Neue Kritik an Post-Personalpolitik: Fast jeder fünfte Brief- und Paketbote nur befristet angestellt

Bei Wind und Wetter sind die Briefboten der Deutschen Post im Einsatz - aber wie sicher sind ihre Arbeitsverträge?
Bei Wind und Wetter sind die Briefboten der Deutschen Post im Einsatz - aber wie sicher sind ihre Arbeitsverträge?
© dpa, Sebastian Kahnert

13. Mai 2018 - 16:07 Uhr

Etliche Arbeitsverträge haben angeblich eine Laufzeit von weniger als drei Monaten

Nach der Empörung über Krankheitstage und Postauto-Unfälle als Kriterien für Arbeitsverträge geht es nun um unsichere Beschäftigungsverhältnisse. Knapp jeder fünfte Brief- und Paketzusteller bei der Deutschen Post soll nach Informationen der 'Bild am Sonntag' nur einen befristeten Vertrag haben.

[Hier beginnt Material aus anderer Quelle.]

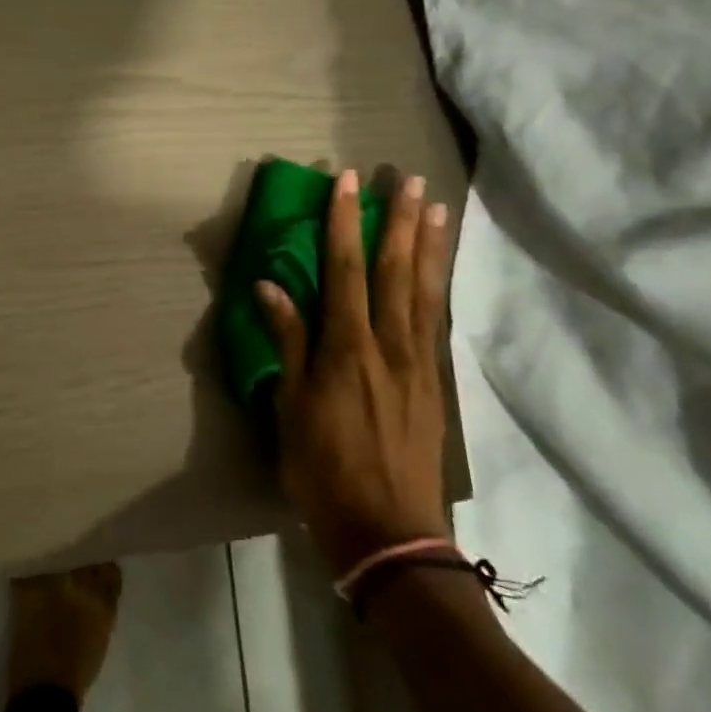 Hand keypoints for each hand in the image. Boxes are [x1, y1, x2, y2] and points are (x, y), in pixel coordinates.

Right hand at [258, 169, 452, 572]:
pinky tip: (440, 271)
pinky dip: (439, 287)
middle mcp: (390, 346)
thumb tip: (270, 286)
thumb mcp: (291, 407)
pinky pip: (437, 321)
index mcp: (348, 349)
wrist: (388, 532)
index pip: (344, 271)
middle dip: (400, 222)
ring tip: (436, 208)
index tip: (347, 183)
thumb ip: (288, 342)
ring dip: (430, 246)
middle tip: (408, 180)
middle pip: (396, 271)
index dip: (344, 223)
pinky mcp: (434, 384)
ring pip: (426, 292)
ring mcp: (419, 364)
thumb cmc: (323, 468) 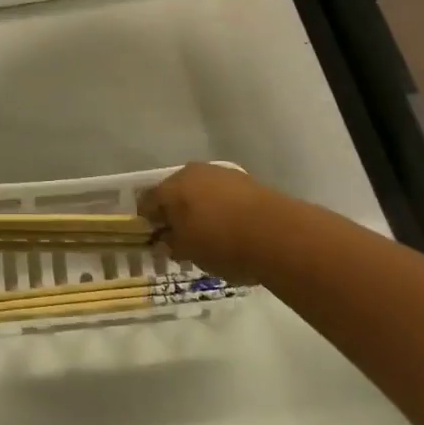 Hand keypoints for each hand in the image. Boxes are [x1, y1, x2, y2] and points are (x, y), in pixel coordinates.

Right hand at [138, 163, 288, 285]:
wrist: (276, 233)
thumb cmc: (221, 243)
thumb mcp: (189, 252)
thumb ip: (172, 244)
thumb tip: (164, 241)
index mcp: (171, 188)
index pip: (147, 202)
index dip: (148, 221)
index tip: (154, 240)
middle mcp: (191, 172)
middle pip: (174, 192)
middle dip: (175, 213)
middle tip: (181, 237)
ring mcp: (220, 173)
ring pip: (200, 190)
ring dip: (199, 208)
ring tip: (209, 234)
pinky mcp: (245, 180)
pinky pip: (223, 193)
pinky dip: (221, 207)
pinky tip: (230, 227)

Post widerspricht den Zahlen des Medienberichtes nicht

Wie die Zeitung unter Berufung auf Konzernunterlagen berichtete, haben etliche davon angeblich weniger als drei Monate Laufzeit. Ein Post-Sprecher sagte der Deutschen Presse-Agentur, man gehe generell "sehr verantwortungsbewusst mit dem Instrument der Befristung" um. Den Angaben des Berichts widersprach er nicht, detaillierte Zahlen zum Anteil der befristeten Kräfte nannte er allerdings nicht.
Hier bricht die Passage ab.